Reproduce each of the following records without any deviation.

▶ **Source records**:
================================

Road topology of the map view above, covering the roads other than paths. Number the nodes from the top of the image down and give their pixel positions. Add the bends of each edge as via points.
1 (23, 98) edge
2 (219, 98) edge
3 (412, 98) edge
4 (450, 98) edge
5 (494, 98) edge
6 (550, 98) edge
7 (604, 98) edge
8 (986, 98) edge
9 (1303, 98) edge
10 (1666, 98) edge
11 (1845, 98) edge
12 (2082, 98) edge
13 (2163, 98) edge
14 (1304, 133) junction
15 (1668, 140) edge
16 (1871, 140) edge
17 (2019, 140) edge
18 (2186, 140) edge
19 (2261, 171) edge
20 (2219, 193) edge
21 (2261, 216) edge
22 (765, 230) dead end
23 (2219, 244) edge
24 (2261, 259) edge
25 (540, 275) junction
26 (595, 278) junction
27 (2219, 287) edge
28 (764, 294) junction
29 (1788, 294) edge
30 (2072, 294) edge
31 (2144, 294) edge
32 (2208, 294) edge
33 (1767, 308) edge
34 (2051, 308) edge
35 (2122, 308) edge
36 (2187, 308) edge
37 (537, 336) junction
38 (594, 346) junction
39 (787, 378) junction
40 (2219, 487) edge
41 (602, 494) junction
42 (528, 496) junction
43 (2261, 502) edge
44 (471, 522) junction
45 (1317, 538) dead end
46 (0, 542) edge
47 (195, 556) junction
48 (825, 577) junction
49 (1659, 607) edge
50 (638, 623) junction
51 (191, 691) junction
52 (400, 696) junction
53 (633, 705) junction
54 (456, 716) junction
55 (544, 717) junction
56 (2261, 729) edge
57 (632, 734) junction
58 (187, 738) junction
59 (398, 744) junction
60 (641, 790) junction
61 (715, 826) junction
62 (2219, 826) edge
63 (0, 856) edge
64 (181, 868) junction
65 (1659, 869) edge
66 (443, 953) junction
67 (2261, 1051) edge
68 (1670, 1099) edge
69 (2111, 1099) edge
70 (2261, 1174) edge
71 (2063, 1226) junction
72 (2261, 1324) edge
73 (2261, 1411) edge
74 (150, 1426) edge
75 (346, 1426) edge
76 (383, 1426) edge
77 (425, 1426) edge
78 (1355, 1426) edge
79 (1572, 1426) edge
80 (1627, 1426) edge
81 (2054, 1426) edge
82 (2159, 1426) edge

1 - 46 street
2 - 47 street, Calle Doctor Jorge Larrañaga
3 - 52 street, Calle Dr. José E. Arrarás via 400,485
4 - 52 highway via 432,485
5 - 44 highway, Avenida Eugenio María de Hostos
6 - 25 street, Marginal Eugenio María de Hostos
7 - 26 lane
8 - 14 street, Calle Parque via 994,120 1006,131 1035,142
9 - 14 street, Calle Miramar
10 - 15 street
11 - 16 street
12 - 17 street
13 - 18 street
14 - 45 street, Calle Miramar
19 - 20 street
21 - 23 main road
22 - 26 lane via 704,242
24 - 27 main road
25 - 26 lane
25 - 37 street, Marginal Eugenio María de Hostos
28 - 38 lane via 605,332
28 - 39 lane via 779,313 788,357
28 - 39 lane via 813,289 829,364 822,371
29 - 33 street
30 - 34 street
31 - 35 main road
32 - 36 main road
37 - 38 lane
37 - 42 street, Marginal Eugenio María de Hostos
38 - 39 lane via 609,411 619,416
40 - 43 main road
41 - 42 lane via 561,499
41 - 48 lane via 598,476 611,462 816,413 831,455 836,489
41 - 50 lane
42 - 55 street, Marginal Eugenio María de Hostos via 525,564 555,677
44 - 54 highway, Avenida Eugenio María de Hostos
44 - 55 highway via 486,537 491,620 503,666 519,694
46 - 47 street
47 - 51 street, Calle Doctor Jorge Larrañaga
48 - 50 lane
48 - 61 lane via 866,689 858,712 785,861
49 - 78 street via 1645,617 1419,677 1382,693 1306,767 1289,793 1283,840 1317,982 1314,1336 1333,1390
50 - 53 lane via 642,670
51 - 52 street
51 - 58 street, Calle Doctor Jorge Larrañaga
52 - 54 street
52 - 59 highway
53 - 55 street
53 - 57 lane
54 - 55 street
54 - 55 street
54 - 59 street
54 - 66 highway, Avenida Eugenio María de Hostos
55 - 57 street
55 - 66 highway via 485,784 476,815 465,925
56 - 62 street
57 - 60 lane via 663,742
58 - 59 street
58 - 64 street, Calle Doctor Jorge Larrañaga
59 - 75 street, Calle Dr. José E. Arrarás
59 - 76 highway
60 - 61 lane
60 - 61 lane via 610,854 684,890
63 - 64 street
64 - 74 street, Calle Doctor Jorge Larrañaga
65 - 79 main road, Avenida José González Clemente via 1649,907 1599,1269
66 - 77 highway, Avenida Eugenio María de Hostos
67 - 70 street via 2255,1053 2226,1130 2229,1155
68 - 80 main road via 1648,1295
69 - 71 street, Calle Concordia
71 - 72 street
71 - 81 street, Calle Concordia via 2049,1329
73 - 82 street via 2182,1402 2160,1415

================================

▶ **Written answer**:
Road topology of the map view above, covering the roads other than paths. Number the nodes from the top of the image down and give their pixel positions. Add the bends of each edge as via points.
1 (23, 98) edge
2 (219, 98) edge
3 (412, 98) edge
4 (450, 98) edge
5 (494, 98) edge
6 (550, 98) edge
7 (604, 98) edge
8 (986, 98) edge
9 (1303, 98) edge
10 (1666, 98) edge
11 (1845, 98) edge
12 (2082, 98) edge
13 (2163, 98) edge
14 (1304, 133) junction
15 (1668, 140) edge
16 (1871, 140) edge
17 (2019, 140) edge
18 (2186, 140) edge
19 (2261, 171) edge
20 (2219, 193) edge
21 (2261, 216) edge
22 (765, 230) dead end
23 (2219, 244) edge
24 (2261, 259) edge
25 (540, 275) junction
26 (595, 278) junction
27 (2219, 287) edge
28 (764, 294) junction
29 (1788, 294) edge
30 (2072, 294) edge
31 (2144, 294) edge
32 (2208, 294) edge
33 (1767, 308) edge
34 (2051, 308) edge
35 (2122, 308) edge
36 (2187, 308) edge
37 (537, 336) junction
38 (594, 346) junction
39 (787, 378) junction
40 (2219, 487) edge
41 (602, 494) junction
42 (528, 496) junction
43 (2261, 502) edge
44 (471, 522) junction
45 (1317, 538) dead end
46 (0, 542) edge
47 (195, 556) junction
48 (825, 577) junction
49 (1659, 607) edge
50 (638, 623) junction
51 (191, 691) junction
52 (400, 696) junction
53 (633, 705) junction
54 (456, 716) junction
55 (544, 717) junction
56 (2261, 729) edge
57 (632, 734) junction
58 (187, 738) junction
59 (398, 744) junction
60 (641, 790) junction
61 (715, 826) junction
62 (2219, 826) edge
63 (0, 856) edge
64 (181, 868) junction
65 (1659, 869) edge
66 (443, 953) junction
67 (2261, 1051) edge
68 (1670, 1099) edge
69 (2111, 1099) edge
70 (2261, 1174) edge
71 (2063, 1226) junction
72 (2261, 1324) edge
73 (2261, 1411) edge
74 (150, 1426) edge
75 (346, 1426) edge
76 (383, 1426) edge
77 (425, 1426) edge
78 (1355, 1426) edge
79 (1572, 1426) edge
80 (1627, 1426) edge
81 (2054, 1426) edge
82 (2159, 1426) edge

1 - 46 street
2 - 47 street, Calle Doctor Jorge Larrañaga
3 - 52 street, Calle Dr. José E. Arrarás via 400,485
4 - 52 highway via 432,485
5 - 44 highway, Avenida Eugenio María de Hostos
6 - 25 street, Marginal Eugenio María de Hostos
7 - 26 lane
8 - 14 street, Calle Parque via 994,120 1006,131 1035,142
9 - 14 street, Calle Miramar
10 - 15 street
11 - 16 street
12 - 17 street
13 - 18 street
14 - 45 street, Calle Miramar
19 - 20 street
21 - 23 main road
22 - 26 lane via 704,242
24 - 27 main road
25 - 26 lane
25 - 37 street, Marginal Eugenio María de Hostos
28 - 38 lane via 605,332
28 - 39 lane via 779,313 788,357
28 - 39 lane via 813,289 829,364 822,371
29 - 33 street
30 - 34 street
31 - 35 main road
32 - 36 main road
37 - 38 lane
37 - 42 street, Marginal Eugenio María de Hostos
38 - 39 lane via 609,411 619,416
40 - 43 main road
41 - 42 lane via 561,499
41 - 48 lane via 598,476 611,462 816,413 831,455 836,489
41 - 50 lane
42 - 55 street, Marginal Eugenio María de Hostos via 525,564 555,677
44 - 54 highway, Avenida Eugenio María de Hostos
44 - 55 highway via 486,537 491,620 503,666 519,694
46 - 47 street
47 - 51 street, Calle Doctor Jorge Larrañaga
48 - 50 lane
48 - 61 lane via 866,689 858,712 785,861
49 - 78 street via 1645,617 1419,677 1382,693 1306,767 1289,793 1283,840 1317,982 1314,1336 1333,1390
50 - 53 lane via 642,670
51 - 52 street
51 - 58 street, Calle Doctor Jorge Larrañaga
52 - 54 street
52 - 59 highway
53 - 55 street
53 - 57 lane
54 - 55 street
54 - 55 street
54 - 59 street
54 - 66 highway, Avenida Eugenio María de Hostos
55 - 57 street
55 - 66 highway via 485,784 476,815 465,925
56 - 62 street
57 - 60 lane via 663,742
58 - 59 street
58 - 64 street, Calle Doctor Jorge Larrañaga
59 - 75 street, Calle Dr. José E. Arrarás
59 - 76 highway
60 - 61 lane
60 - 61 lane via 610,854 684,890
63 - 64 street
64 - 74 street, Calle Doctor Jorge Larrañaga
65 - 79 main road, Avenida José González Clemente via 1649,907 1599,1269
66 - 77 highway, Avenida Eugenio María de Hostos
67 - 70 street via 2255,1053 2226,1130 2229,1155
68 - 80 main road via 1648,1295
69 - 71 street, Calle Concordia
71 - 72 street
71 - 81 street, Calle Concordia via 2049,1329
73 - 82 street via 2182,1402 2160,1415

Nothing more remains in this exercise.